> _Given information_
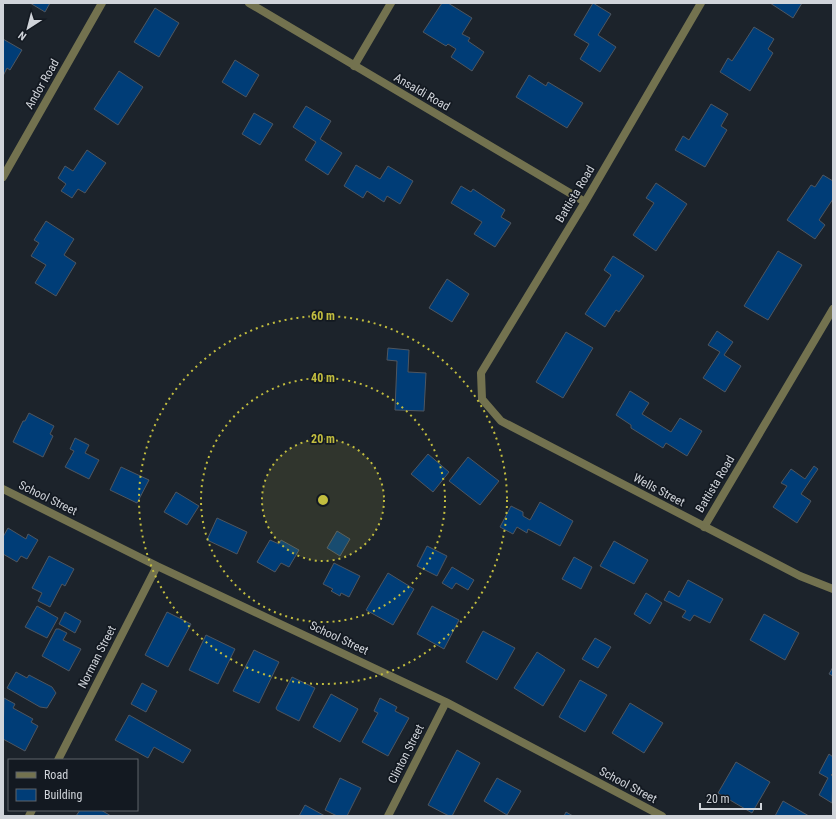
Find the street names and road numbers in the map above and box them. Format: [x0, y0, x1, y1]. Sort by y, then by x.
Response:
street label: Andor Road [22, 57, 62, 111]
street label: Ansaldi Road [392, 70, 452, 114]
street label: Battista Road [553, 163, 597, 225]
street label: Battista Road [693, 453, 737, 515]
street label: Wells Street [631, 471, 688, 510]
street label: School Street [17, 478, 80, 518]
street label: School Street [307, 618, 371, 658]
street label: Norman Street [75, 623, 119, 691]
street label: Clinton Street [385, 722, 427, 786]
street label: School Street [597, 764, 660, 806]

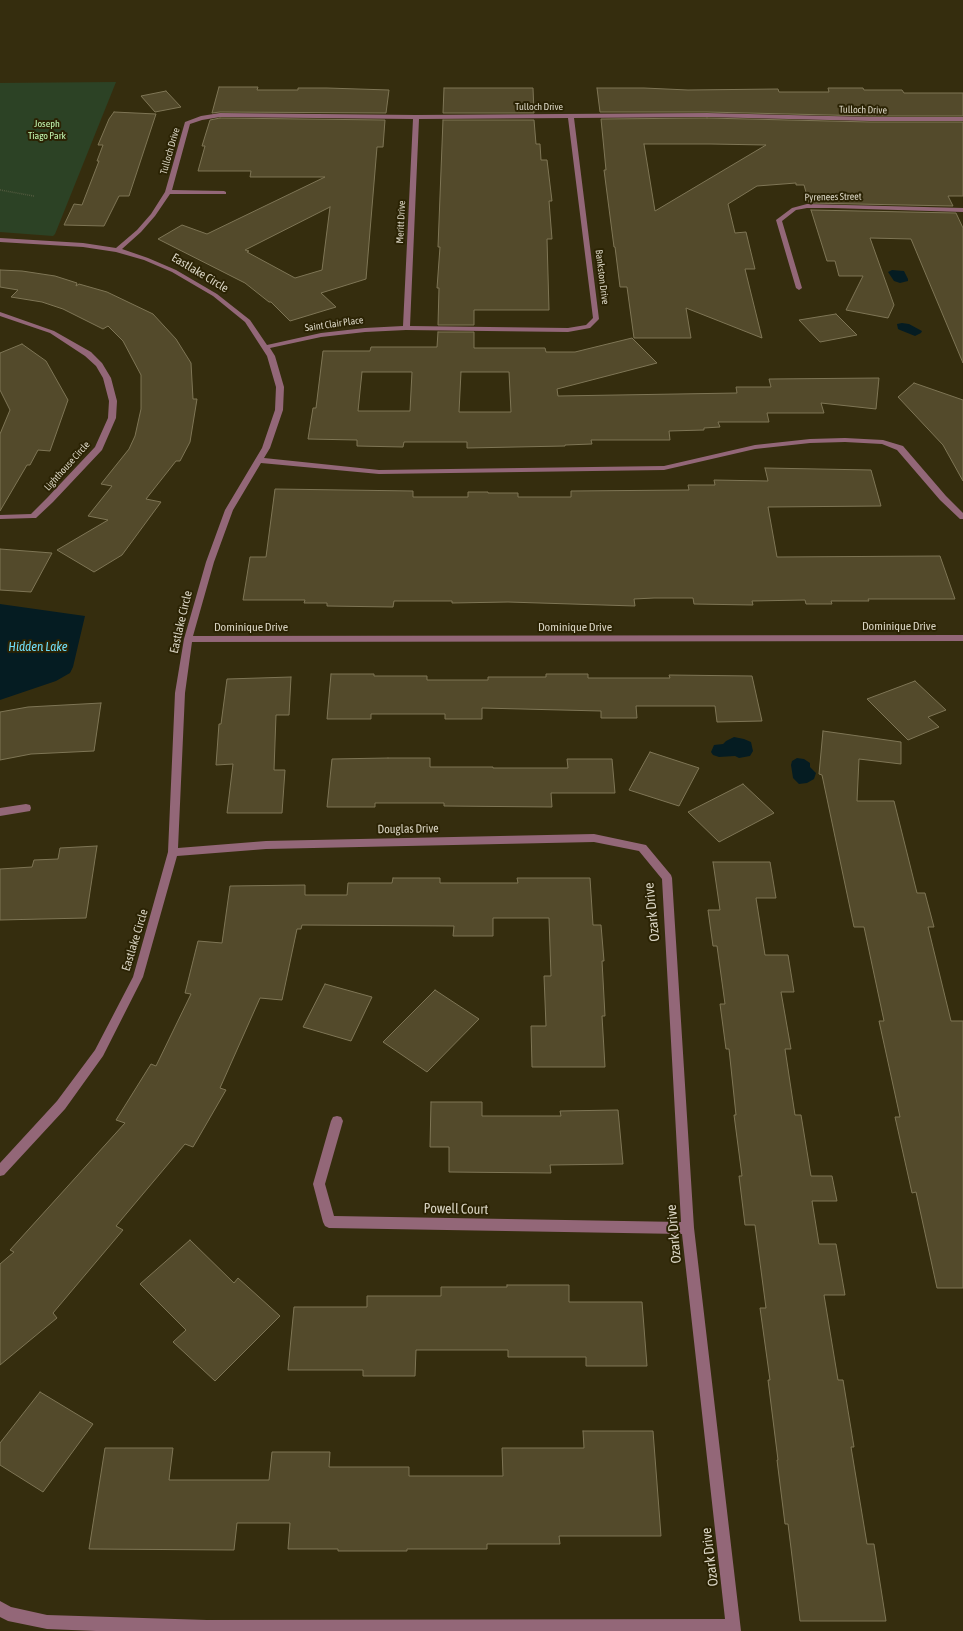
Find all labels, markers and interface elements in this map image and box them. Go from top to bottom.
street label: Tulloch Drive [515,101,563,113]
street label: Tulloch Drive [839,104,887,116]
park label: Joseph Tiago Park [28,118,66,142]
street label: Tulloch Drive [158,126,182,176]
street label: Pyrenees Street [804,191,862,203]
street label: Meritt Drive [394,200,408,244]
street label: Bankston Drive [593,249,611,305]
street label: Eastlake Circle [169,250,231,296]
street label: Saint Clair Place [304,314,364,334]
street label: Lighthouse Circle [42,439,92,493]
street label: Eastlake Circle [167,589,195,655]
street label: Dominique Drive [862,619,936,633]
street label: Dominique Drive [214,620,288,634]
street label: Dominique Drive [538,620,612,634]
water label: Hidden Lake [8,639,68,655]
street label: Douglas Drive [377,821,439,837]
street label: Ozark Drive [641,882,663,942]
street label: Eastlake Circle [119,907,151,973]
street label: Powell Court [423,1200,489,1218]
street label: Ozark Drive [663,1204,685,1264]
street label: Ozark Drive [698,1527,722,1587]

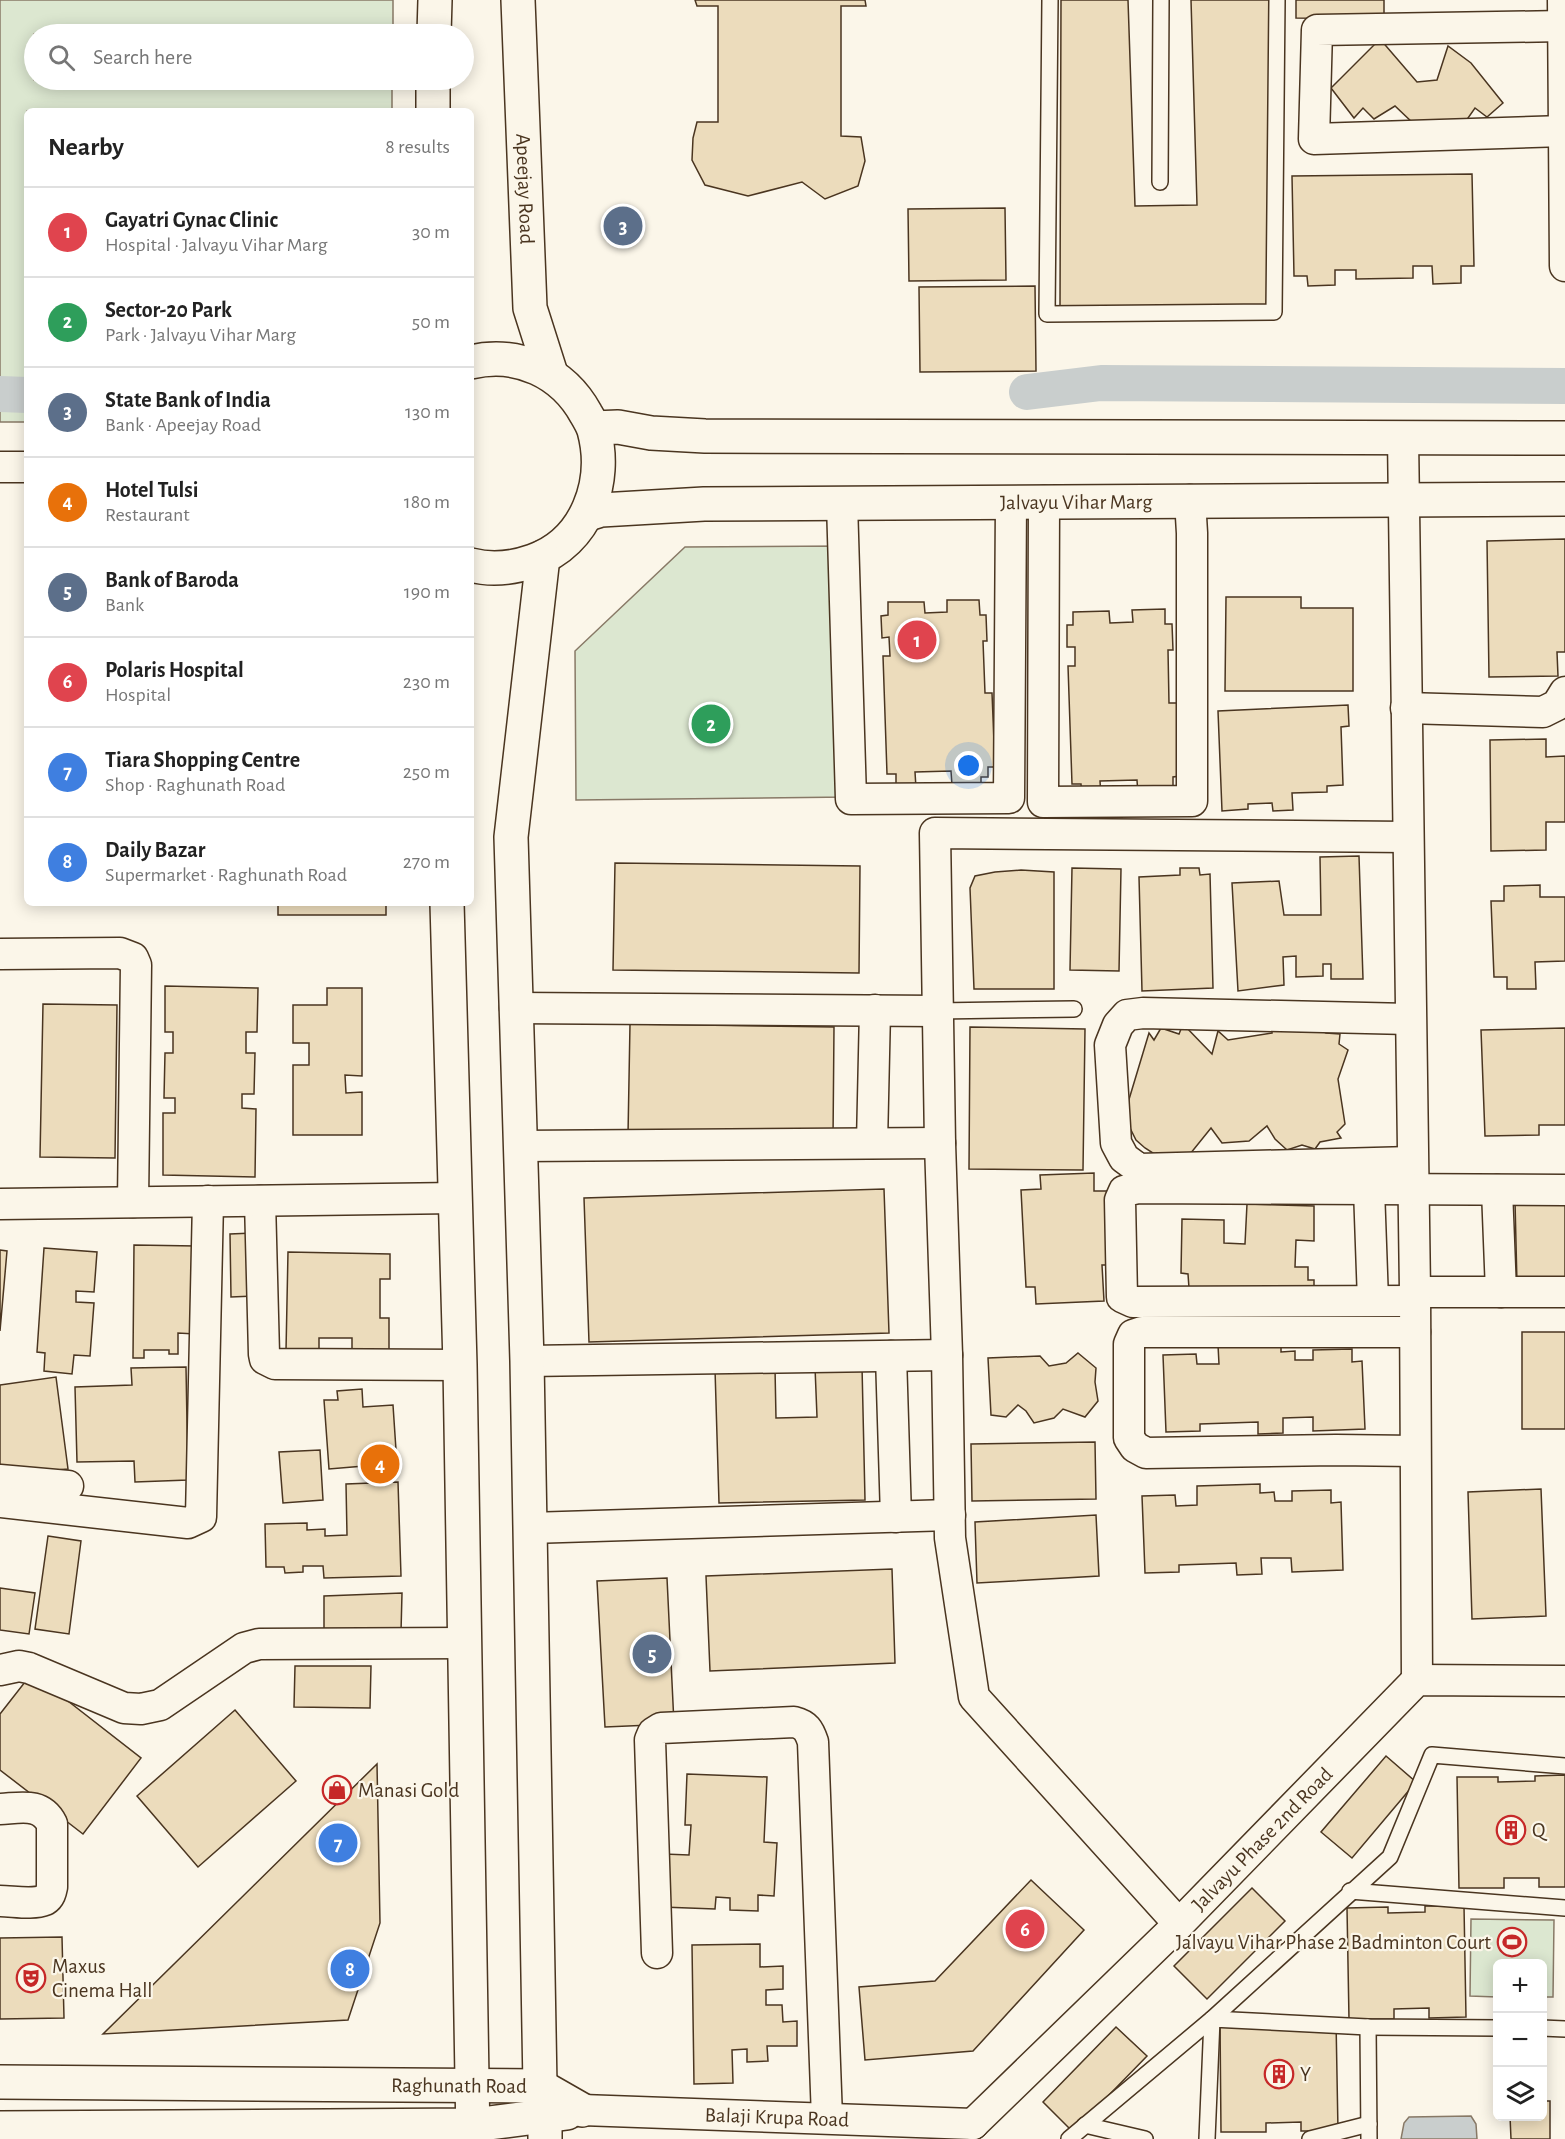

> _Assignment_
Everything in the records above must be repeated exactly, apart from the pictures.

> _Exercise result_
Find the street names and road numbers in the map above and box them. Format: [x0, y0, x1, y1]. Sort by y, then by x.
Response:
street label: Andor Road [22, 57, 62, 111]
street label: Ansaldi Road [392, 70, 452, 114]
street label: Battista Road [553, 163, 597, 225]
street label: Battista Road [693, 453, 737, 515]
street label: Wells Street [631, 471, 688, 510]
street label: School Street [17, 478, 80, 518]
street label: School Street [307, 618, 371, 658]
street label: Norman Street [75, 623, 119, 691]
street label: Clinton Street [385, 722, 427, 786]
street label: School Street [597, 764, 660, 806]

Find all labels, markers and interface elements in this map image and box them. Go from top to bottom.
street label: Tulloch Drive [515,101,563,113]
street label: Tulloch Drive [839,104,887,116]
park label: Joseph Tiago Park [28,118,66,142]
street label: Tulloch Drive [158,126,182,176]
street label: Pyrenees Street [804,191,862,203]
street label: Meritt Drive [394,200,408,244]
street label: Bankston Drive [593,249,611,305]
street label: Eastlake Circle [169,250,231,296]
street label: Saint Clair Place [304,314,364,334]
street label: Lighthouse Circle [42,439,92,493]
street label: Eastlake Circle [167,589,195,655]
street label: Dominique Drive [862,619,936,633]
street label: Dominique Drive [214,620,288,634]
street label: Dominique Drive [538,620,612,634]
water label: Hidden Lake [8,639,68,655]
street label: Douglas Drive [377,821,439,837]
street label: Ozark Drive [641,882,663,942]
street label: Eastlake Circle [119,907,151,973]
street label: Powell Court [423,1200,489,1218]
street label: Ozark Drive [663,1204,685,1264]
street label: Ozark Drive [698,1527,722,1587]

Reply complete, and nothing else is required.